_Task prompt_: Print out all the records, word for word.

Saved data entries:
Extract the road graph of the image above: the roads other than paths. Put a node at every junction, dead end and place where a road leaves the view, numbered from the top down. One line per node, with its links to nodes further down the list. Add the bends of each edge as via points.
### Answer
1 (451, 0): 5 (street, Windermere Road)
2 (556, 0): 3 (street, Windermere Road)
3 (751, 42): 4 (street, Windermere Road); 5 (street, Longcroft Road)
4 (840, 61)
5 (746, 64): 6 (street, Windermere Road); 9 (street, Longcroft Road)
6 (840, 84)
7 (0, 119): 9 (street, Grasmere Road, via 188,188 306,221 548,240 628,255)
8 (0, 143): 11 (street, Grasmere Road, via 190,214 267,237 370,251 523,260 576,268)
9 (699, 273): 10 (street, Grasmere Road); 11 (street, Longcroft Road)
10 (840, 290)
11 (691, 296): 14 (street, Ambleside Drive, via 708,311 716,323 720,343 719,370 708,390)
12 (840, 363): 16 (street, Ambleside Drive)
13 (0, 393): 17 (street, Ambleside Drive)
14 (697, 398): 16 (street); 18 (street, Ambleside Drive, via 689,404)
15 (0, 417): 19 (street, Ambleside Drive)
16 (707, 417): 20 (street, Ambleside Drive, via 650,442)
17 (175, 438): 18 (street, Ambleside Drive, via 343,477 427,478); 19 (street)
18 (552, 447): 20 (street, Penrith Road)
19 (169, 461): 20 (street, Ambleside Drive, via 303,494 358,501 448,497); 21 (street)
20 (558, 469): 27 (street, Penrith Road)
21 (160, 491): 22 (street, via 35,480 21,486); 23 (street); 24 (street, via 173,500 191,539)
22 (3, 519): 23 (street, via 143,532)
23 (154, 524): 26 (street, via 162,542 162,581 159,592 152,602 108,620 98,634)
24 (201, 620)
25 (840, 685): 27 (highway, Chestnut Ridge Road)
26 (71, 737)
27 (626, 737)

_Written reply_:
Extract the road graph of the image above: the roads other than paths. Put a node at every junction, dead end and place where a road leaves the view, numbered from the top down. One line per node, with its links to nodes further down the list. Add the bends of each edge as via points.
### Answer
1 (451, 0): 5 (street, Windermere Road)
2 (556, 0): 3 (street, Windermere Road)
3 (751, 42): 4 (street, Windermere Road); 5 (street, Longcroft Road)
4 (840, 61)
5 (746, 64): 6 (street, Windermere Road); 9 (street, Longcroft Road)
6 (840, 84)
7 (0, 119): 9 (street, Grasmere Road, via 188,188 306,221 548,240 628,255)
8 (0, 143): 11 (street, Grasmere Road, via 190,214 267,237 370,251 523,260 576,268)
9 (699, 273): 10 (street, Grasmere Road); 11 (street, Longcroft Road)
10 (840, 290)
11 (691, 296): 14 (street, Ambleside Drive, via 708,311 716,323 720,343 719,370 708,390)
12 (840, 363): 16 (street, Ambleside Drive)
13 (0, 393): 17 (street, Ambleside Drive)
14 (697, 398): 16 (street); 18 (street, Ambleside Drive, via 689,404)
15 (0, 417): 19 (street, Ambleside Drive)
16 (707, 417): 20 (street, Ambleside Drive, via 650,442)
17 (175, 438): 18 (street, Ambleside Drive, via 343,477 427,478); 19 (street)
18 (552, 447): 20 (street, Penrith Road)
19 (169, 461): 20 (street, Ambleside Drive, via 303,494 358,501 448,497); 21 (street)
20 (558, 469): 27 (street, Penrith Road)
21 (160, 491): 22 (street, via 35,480 21,486); 23 (street); 24 (street, via 173,500 191,539)
22 (3, 519): 23 (street, via 143,532)
23 (154, 524): 26 (street, via 162,542 162,581 159,592 152,602 108,620 98,634)
24 (201, 620)
25 (840, 685): 27 (highway, Chestnut Ridge Road)
26 (71, 737)
27 (626, 737)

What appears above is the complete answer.